(Task brief): Whenever the string "where" turns up in a line below, that line should be copied.

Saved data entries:
-*-*-
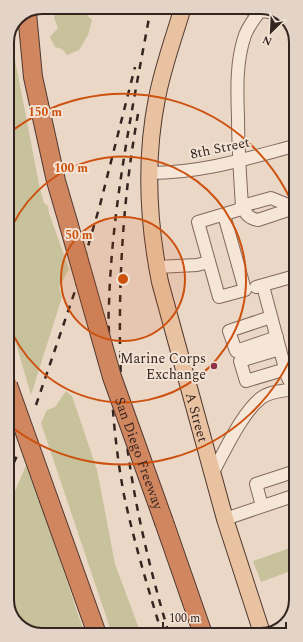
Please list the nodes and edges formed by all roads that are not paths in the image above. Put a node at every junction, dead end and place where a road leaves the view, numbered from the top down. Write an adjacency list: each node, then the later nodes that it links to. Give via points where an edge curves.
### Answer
1 (180, 14): 6 (main road, A Street, via 157,98)
2 (258, 14): 5 (street, via 246,34 239,68)
3 (27, 18): 30 (highway, San Diego Freeway, bridge, via 33,77 56,182 112,377)
4 (289, 147): 5 (street, 8th Street)
5 (239, 161): 6 (street, 8th Street, via 210,168); 7 (street)
6 (150, 173): 12 (main road, A Street, via 150,203)
7 (242, 206): 8 (street, via 271,198); 9 (street, via 246,215 258,220); 10 (street)
8 (289, 206)
9 (289, 210)
10 (224, 215): 11 (street, via 198,222); 15 (street)
11 (209, 262): 12 (street); 15 (street, via 219,297)
12 (157, 267): 25 (main road, A Street)
13 (289, 278): 14 (street)
14 (263, 286): 15 (street); 16 (street)
15 (245, 290)
16 (272, 317): 17 (street); 19 (street, via 229,331)
17 (277, 337): 18 (street); 19 (street)
18 (280, 349): 19 (street); 20 (street)
19 (238, 356): 20 (street, via 246,381)
20 (286, 369): 21 (street)
21 (289, 380)
22 (289, 391): 25 (street, via 271,393 261,398 244,417)
23 (14, 402): 29 (highway, bridge)
24 (289, 473): 27 (street, via 256,484)
25 (212, 474): 28 (main road, A Street)
26 (289, 497): 27 (street)
27 (262, 506): 28 (street)
28 (225, 519): 31 (main road, A Street)
29 (94, 628)
30 (201, 628)
31 (260, 628)

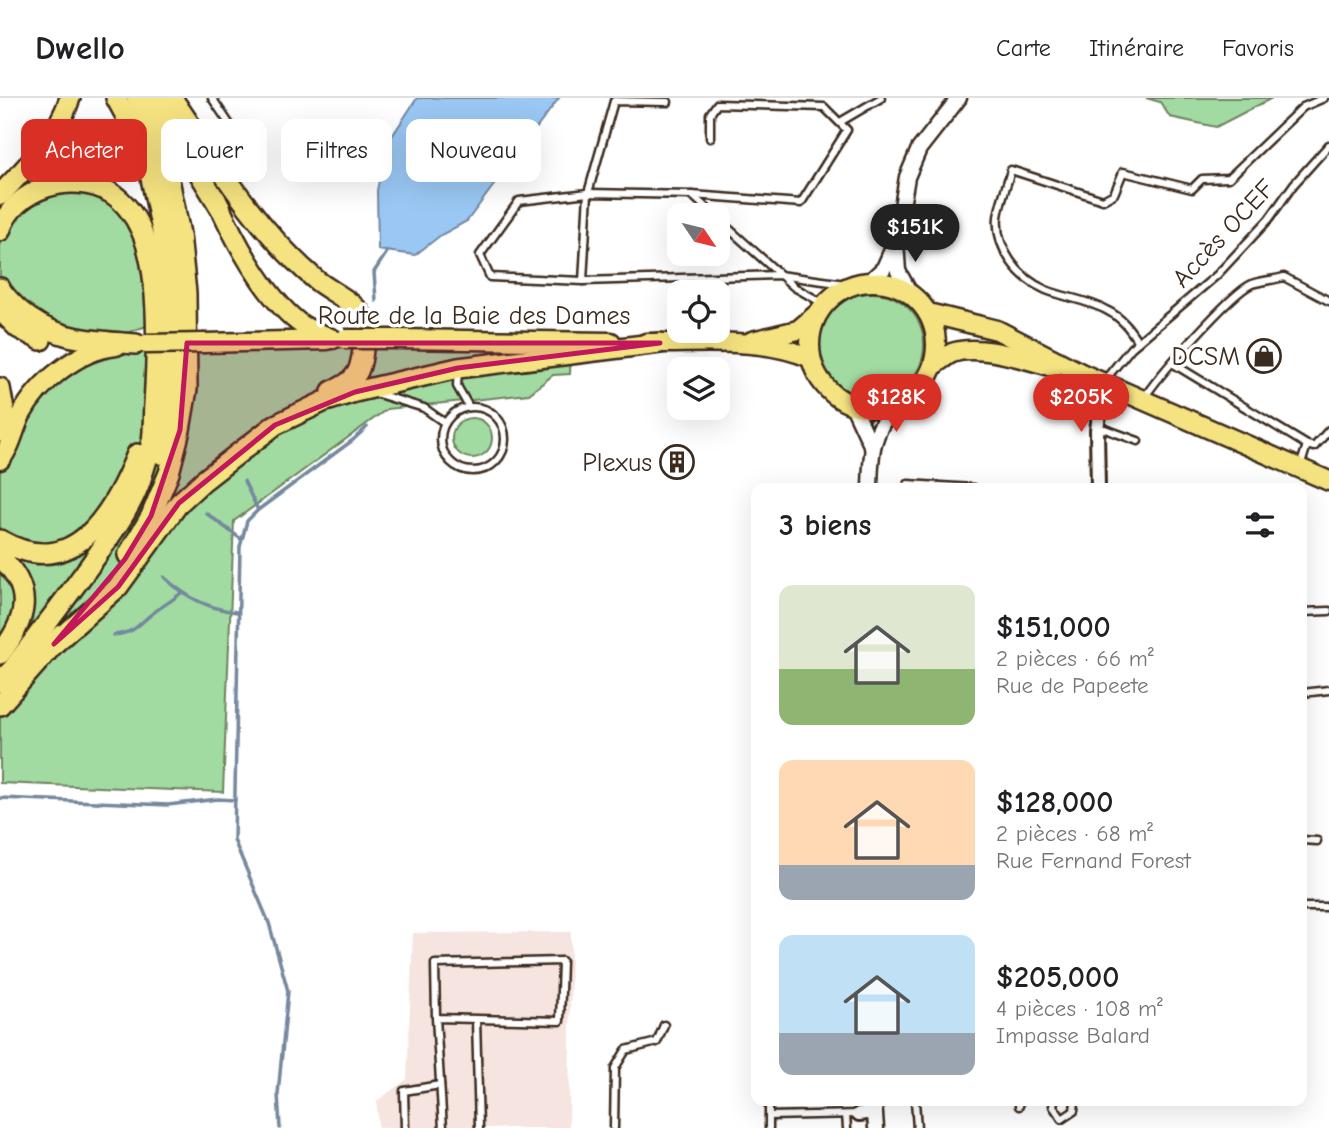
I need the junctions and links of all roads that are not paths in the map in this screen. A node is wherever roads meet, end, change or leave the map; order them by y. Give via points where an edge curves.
1 (70, 98) edge
2 (116, 98) edge
3 (137, 98) edge
4 (153, 98) edge
5 (170, 98) edge
6 (212, 98) edge
7 (881, 98) edge
8 (959, 98) edge
9 (1324, 98) edge
10 (668, 102) dead end
11 (61, 119) edge
12 (226, 119) edge
13 (839, 122) junction
14 (710, 138) dead end
15 (1329, 145) edge
16 (21, 173) edge
17 (21, 178) edge
18 (588, 193) junction
19 (0, 195) edge
20 (692, 195) junction
21 (701, 203) edge
22 (221, 209) junction
23 (0, 211) edge
24 (730, 230) edge
25 (0, 232) edge
26 (896, 242) junction
27 (779, 275) junction
28 (583, 281) junction
29 (862, 283) junction
30 (0, 288) edge
31 (910, 293) junction
32 (1329, 300) edge
33 (821, 309) junction
34 (0, 310) edge
35 (928, 313) junction
36 (338, 339) junction
37 (1138, 342) junction
38 (660, 343) junction
39 (743, 343) junction
40 (141, 344) junction
41 (99, 348) junction
42 (811, 358) junction
43 (1172, 363) junction
44 (934, 365) junction
45 (458, 368) junction
46 (1082, 373) junction
47 (1103, 382) junction
48 (0, 388) edge
49 (366, 390) junction
50 (1143, 400) junction
51 (894, 405) junction
52 (853, 406) junction
53 (469, 407) junction
54 (153, 414) junction
55 (444, 423) junction
56 (275, 425) junction
57 (1097, 430) junction
58 (1329, 430) edge
59 (0, 432) edge
60 (1138, 441) dead end
61 (1307, 445) junction
62 (872, 447) junction
63 (0, 460) edge
64 (1299, 469) junction
65 (1329, 481) edge
66 (870, 483) edge
67 (1098, 483) edge
68 (0, 540) edge
69 (0, 557) edge
70 (1329, 611) edge
71 (1307, 612) edge
72 (54, 644) junction
73 (7, 660) edge
74 (0, 682) edge
75 (1329, 690) edge
76 (1307, 692) edge
77 (0, 705) edge
78 (1307, 840) edge
79 (1317, 841) dead end
80 (1307, 907) edge
81 (1329, 907) edge
82 (436, 1018) junction
83 (476, 1020) junction
84 (664, 1025) dead end
85 (440, 1085) junction
86 (769, 1106) edge
87 (915, 1106) edge
88 (1053, 1106) edge
89 (1074, 1106) edge
90 (874, 1107) edge
91 (859, 1114) joint
92 (846, 1115) junction
93 (769, 1116) junction
94 (405, 1128) edge
95 (443, 1128) edge
96 (479, 1128) edge
97 (614, 1128) edge
98 (769, 1128) edge
99 (847, 1128) edge
100 (876, 1128) edge
101 (917, 1128) edge

1 - 11 highway
2 - 73 highway via 151,178 166,250 172,380 168,421 149,490 120,543 86,587
3 - 72 highway via 170,184 180,234 187,389 169,473 151,516 125,559
4 - 22 highway
5 - 22 main road
5 - 56 highway via 255,218 315,279 358,310 365,323 356,376 293,408
6 - 12 lane
7 - 13 lane
8 - 26 street via 919,149 907,177
9 - 37 lane, Accès OCEF via 1303,107 1228,178 1202,179 1192,189 1123,172 1114,194 1103,200 1011,170 998,218 1000,243 1010,261 1044,289 1108,310 1127,324
10 - 18 lane via 614,102
13 - 14 lane via 824,107 718,104 710,114
13 - 20 lane via 847,130 801,203
15 - 37 lane, Accès OCEF via 1217,275
16 - 19 highway
17 - 23 highway
18 - 20 lane
18 - 28 lane
18 - 28 lane via 519,201 480,255 490,277
20 - 21 lane
22 - 36 main road via 276,300 299,323
24 - 27 lane
25 - 54 highway via 15,205 46,186 89,186 110,193 130,210 142,231 152,273
26 - 29 street via 884,268
26 - 31 street via 898,271
27 - 28 lane
27 - 29 lane
27 - 33 lane
29 - 31 main road via 891,284
29 - 33 main road via 842,289
30 - 40 highway via 43,328 59,335
31 - 35 main road
32 - 43 lane via 1284,277 1250,285
33 - 39 main road, Route de la Baie des Dames via 798,330
33 - 42 main road via 811,335
34 - 41 highway via 34,337 53,344
35 - 44 main road via 935,329
35 - 46 main road via 997,330
36 - 38 main road, Route de la Baie des Dames, bridge
36 - 40 main road, Route de la Baie des Dames, bridge
37 - 47 lane, Accès OCEF
38 - 39 main road, Route de la Baie des Dames
38 - 45 highway
39 - 42 main road, Route de la Baie des Dames
40 - 41 main road
41 - 63 main road via 56,374 38,391
42 - 52 main road via 826,388
43 - 50 lane
43 - 61 lane
44 - 46 main road via 950,354 979,350
44 - 51 main road via 911,396
45 - 49 highway
45 - 53 lane via 457,386
46 - 47 main road
47 - 50 main road
47 - 57 street
48 - 59 highway via 4,410
49 - 55 lane via 424,408
49 - 56 highway via 323,402
50 - 64 main road
51 - 52 main road via 874,409
51 - 62 street
52 - 62 street
53 - 55 lane
53 - 55 lane via 488,410 504,432 504,447 492,465 466,471 448,460 440,441
54 - 68 highway via 110,508 77,545 44,553
54 - 73 highway via 152,440 127,512
56 - 72 highway via 179,503 118,587
57 - 60 lane
57 - 67 street
58 - 61 lane via 1314,447
61 - 64 lane
62 - 66 street
64 - 65 main road
69 - 73 highway via 13,571 23,596 22,619
70 - 71 lane
72 - 77 highway
73 - 74 highway
75 - 76 lane
78 - 79 lane
80 - 81 lane
82 - 83 lane
82 - 83 lane via 435,964 562,961 560,1021
82 - 85 lane
83 - 96 lane
84 - 97 lane via 657,1042 626,1050 615,1068
85 - 94 lane via 404,1091
85 - 95 lane
86 - 93 lane
87 - 101 lane
88 - 89 lane via 1062,1119
90 - 91 street
90 - 100 street
91 - 92 lane
92 - 93 lane
92 - 99 lane
93 - 98 lane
-*-*-
(Task output):
Please list the nodes and edges formed by all roads that are not paths in the image above. Put a node at every junction, dead end and place where a road leaves the view, numbered from the top down. Write an adjacency list: each node, then the later nodes that it links to. Give via points where an edge curves.
I need the junctions and links of all roads that are not paths in the map in this screen. A node is wherever roads meet, end, change or leave the map; order them by y. Give via points where an edge curves.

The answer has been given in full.